五千人以上の人々にパンと魚を分け与えられた後、主は弟子たちに強いて向こう岸に渡ってしばらく休むことを指示されました。それは宣教活動や主による給食の奇跡などを経験した弟子たちに、これまでのことを振り返り、静かに祈る時を持たせることが主のご意図であったに違いありません。弟子たちは興奮状態の中で人々と共に主のなさったことについてもっと語り合いたいという思いもあったかもしれません。しかし主はそのような弟子たちを「強いて」人里離れた所に送りだされるのです。信仰にはある種の強制や制約が存在します。人間の意志よりも神の御意志によって動かなければならないという強制です。そうすることによってこそ、信仰者と教会は御心に叶った歩みをすることができるのです。「強いられた恩寵」という言葉を思い出します。

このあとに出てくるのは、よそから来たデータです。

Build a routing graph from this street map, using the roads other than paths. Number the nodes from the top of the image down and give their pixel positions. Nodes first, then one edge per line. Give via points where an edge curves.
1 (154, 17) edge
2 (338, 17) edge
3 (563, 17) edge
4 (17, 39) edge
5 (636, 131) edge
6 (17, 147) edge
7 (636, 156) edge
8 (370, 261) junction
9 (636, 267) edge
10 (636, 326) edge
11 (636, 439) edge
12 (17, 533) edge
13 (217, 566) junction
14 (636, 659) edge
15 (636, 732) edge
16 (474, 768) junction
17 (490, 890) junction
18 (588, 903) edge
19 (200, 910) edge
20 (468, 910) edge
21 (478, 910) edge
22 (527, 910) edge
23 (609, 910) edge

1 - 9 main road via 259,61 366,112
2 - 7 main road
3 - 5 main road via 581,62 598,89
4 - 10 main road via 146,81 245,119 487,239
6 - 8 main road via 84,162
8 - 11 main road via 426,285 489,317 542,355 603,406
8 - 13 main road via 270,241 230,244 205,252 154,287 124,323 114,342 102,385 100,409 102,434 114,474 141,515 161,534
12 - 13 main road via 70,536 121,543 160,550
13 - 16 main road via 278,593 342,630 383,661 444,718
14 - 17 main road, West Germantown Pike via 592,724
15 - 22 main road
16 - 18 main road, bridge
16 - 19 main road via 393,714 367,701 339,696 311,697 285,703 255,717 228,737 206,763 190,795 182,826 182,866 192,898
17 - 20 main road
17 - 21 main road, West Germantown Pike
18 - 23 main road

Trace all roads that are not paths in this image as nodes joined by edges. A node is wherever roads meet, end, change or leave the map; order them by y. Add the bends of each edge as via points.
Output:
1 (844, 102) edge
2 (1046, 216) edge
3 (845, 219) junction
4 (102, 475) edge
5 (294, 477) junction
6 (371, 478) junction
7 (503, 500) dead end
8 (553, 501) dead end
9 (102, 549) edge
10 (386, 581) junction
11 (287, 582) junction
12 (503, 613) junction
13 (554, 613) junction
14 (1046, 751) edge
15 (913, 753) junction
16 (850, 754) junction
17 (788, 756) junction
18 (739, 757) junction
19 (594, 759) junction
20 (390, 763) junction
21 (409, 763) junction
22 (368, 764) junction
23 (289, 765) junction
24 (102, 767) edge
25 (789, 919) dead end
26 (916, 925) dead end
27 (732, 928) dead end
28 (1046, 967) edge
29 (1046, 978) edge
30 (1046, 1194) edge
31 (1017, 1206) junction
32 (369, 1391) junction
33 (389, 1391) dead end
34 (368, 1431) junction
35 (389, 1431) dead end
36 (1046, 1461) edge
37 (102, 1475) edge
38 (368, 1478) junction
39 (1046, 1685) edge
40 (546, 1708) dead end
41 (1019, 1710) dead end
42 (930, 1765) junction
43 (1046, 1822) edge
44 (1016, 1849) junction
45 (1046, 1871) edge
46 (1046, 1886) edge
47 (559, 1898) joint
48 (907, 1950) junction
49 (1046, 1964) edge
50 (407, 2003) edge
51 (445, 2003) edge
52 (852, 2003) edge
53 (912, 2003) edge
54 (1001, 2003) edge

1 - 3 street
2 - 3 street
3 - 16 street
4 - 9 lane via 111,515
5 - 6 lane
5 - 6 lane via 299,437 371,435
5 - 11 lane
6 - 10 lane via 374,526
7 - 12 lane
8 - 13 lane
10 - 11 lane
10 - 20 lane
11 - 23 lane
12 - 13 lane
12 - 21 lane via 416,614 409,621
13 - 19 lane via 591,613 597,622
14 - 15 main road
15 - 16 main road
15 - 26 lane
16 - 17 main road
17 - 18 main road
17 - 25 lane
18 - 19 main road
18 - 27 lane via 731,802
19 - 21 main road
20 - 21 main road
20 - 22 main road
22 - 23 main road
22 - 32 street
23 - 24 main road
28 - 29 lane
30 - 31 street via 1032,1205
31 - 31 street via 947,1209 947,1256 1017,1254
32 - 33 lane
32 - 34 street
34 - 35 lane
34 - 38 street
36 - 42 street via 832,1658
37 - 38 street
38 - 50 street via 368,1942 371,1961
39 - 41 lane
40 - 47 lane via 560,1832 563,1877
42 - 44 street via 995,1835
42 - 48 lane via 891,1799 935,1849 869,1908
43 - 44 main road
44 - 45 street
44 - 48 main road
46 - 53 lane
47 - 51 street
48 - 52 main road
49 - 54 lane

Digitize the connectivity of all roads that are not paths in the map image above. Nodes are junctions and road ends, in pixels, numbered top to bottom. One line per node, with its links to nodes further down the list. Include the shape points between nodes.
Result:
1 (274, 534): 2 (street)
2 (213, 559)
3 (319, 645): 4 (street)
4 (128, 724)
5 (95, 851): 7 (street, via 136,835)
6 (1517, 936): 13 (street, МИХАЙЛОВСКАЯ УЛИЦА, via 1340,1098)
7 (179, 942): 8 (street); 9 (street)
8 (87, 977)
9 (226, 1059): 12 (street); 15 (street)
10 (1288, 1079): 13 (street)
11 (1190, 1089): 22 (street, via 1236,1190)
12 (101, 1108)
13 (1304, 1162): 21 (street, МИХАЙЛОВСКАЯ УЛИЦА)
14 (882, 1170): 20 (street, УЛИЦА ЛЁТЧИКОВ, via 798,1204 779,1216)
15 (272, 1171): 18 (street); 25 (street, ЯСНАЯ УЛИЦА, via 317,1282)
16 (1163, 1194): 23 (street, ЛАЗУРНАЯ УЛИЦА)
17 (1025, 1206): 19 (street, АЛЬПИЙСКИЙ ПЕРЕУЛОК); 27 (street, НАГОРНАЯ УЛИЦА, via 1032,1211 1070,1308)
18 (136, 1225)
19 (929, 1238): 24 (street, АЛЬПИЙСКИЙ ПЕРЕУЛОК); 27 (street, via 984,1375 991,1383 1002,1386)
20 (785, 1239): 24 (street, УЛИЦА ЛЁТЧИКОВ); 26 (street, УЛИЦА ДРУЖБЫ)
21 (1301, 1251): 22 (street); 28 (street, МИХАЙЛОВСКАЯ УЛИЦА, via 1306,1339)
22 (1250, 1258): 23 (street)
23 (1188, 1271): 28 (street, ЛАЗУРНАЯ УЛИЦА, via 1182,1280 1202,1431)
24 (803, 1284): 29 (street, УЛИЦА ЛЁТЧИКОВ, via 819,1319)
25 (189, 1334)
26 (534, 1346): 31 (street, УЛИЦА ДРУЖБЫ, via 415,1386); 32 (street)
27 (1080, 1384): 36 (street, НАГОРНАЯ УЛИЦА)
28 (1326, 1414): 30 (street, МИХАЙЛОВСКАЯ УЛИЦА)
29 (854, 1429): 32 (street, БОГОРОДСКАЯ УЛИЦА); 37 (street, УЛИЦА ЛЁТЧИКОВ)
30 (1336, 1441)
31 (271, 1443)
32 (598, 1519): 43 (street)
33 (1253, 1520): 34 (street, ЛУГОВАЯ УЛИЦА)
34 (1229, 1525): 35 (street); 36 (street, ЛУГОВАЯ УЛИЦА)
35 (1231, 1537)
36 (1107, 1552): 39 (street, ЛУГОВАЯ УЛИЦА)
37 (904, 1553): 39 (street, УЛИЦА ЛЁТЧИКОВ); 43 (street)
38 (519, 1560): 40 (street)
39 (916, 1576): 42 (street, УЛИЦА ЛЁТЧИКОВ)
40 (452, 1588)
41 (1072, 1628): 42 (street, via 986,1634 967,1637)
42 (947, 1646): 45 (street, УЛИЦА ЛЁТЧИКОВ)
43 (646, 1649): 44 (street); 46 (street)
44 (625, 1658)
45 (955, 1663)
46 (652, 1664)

一方主ご自身は、一人で祈るために山に登られました。主にとっても休息と祈りの時が必要だったのです。その主の目に弟子たちの舟が逆風の中で漕ぎ悩んでいる様子が捉えられました。弟子たちは、沖にまで出た所で激しい向かい風のために前に進むことができなくなってしまいました。弟子たちには、こんな目に合うのだったら主のご命令に従わない方がよかった、という思いが生じていたかもしれません。彼らはこのような時にこそ、数々の力ある業をなさった主を思い出すべきだったのですが、それはできませんでした。むしろ主に対する不平不満の方が彼らの心を満たしていたことでしょう。

しかし、主は彼らの様子をご覧になっておられます。そして主は湖の上を歩いて弟子たちを助けるために舟に近づかれました。けれども弟子たちは薄暗い中で舟に近づいてくる人間のような姿を見た時に、幽霊だと思って恐怖におののきました。それはやむをえないことかもしれません。しかし聖書はそのときの弟子たちのことを次のように記しています。「パンの出来事を理解せず、心が鈍くなっていたから」(52)。これはどういう意味でしょうか。心が鈍いとは、これまでの主の言動から主ご自身を十分に理解することの出来なかった弟子たちの頑なな心、霊的鈍感さを表す言葉です。この言葉の背後に、弟子たちはもうとっくに、主は困難な時にこそ助けてくださるお方であることを確信してもよいはずなのだ、しかし彼らにはそれができていない、ということが暗示されています。弟子たちのこれまでの体験と主との交わりが、まだ彼らの信仰の力になっていなかったことを示すこの出来事を通して、マルコはわたしたちにも「あなたの信仰はどうなのか」と問いを投げかけています。

主は言われます、「安心しなさい。わたしだ。恐れることはない」。主は従う者たちをいつも見ていてくださいます。そして困難な状況にあるわたしたちに思いがけない方法で近づいて来て助けてくださるのです。